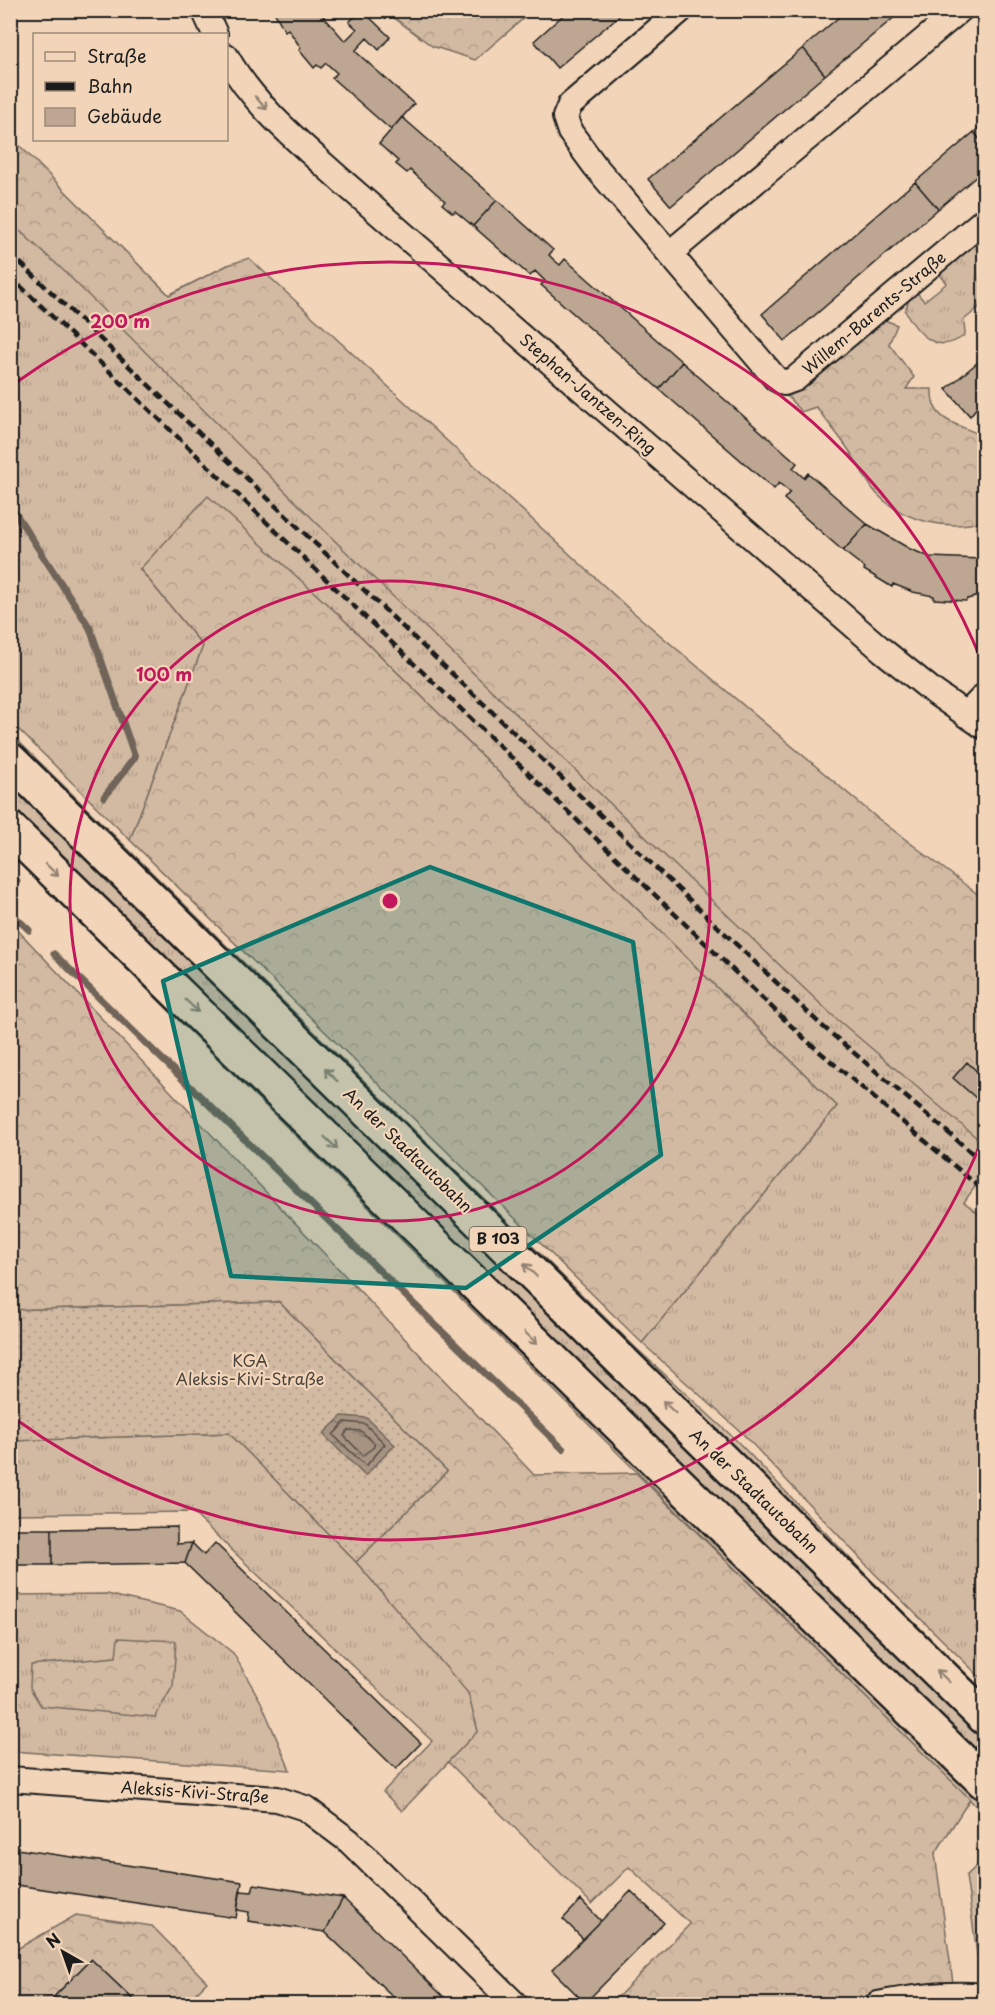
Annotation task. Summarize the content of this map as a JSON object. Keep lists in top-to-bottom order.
{
  "streets": {
    "highway": ["An der Stadtautobahn", "B 103"],
    "street": ["Willem-Barents-Straße", "Stephan-Jantzen-Ring", "Aleksis-Kivi-Straße"]
  },
  "one_way": ["Stephan-Jantzen-Ring"],
  "parks": ["KGA Aleksis-Kivi-Straße"],
  "legend": ["Straße", "Bahn", "Gebäude"],
  "north": "top left",
  "rings": ["200 m", "100 m"]
}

→ Task to carry out: Omit the pictures and restate the rest of the records verbatim.

→ Response box:
Annotation task. Summarize the content of this map as a JSON object. Keep lists in top-to-bottom order.
{
  "streets": {
    "highway": ["An der Stadtautobahn", "B 103"],
    "street": ["Willem-Barents-Straße", "Stephan-Jantzen-Ring", "Aleksis-Kivi-Straße"]
  },
  "one_way": ["Stephan-Jantzen-Ring"],
  "parks": ["KGA Aleksis-Kivi-Straße"],
  "legend": ["Straße", "Bahn", "Gebäude"],
  "north": "top left",
  "rings": ["200 m", "100 m"]
}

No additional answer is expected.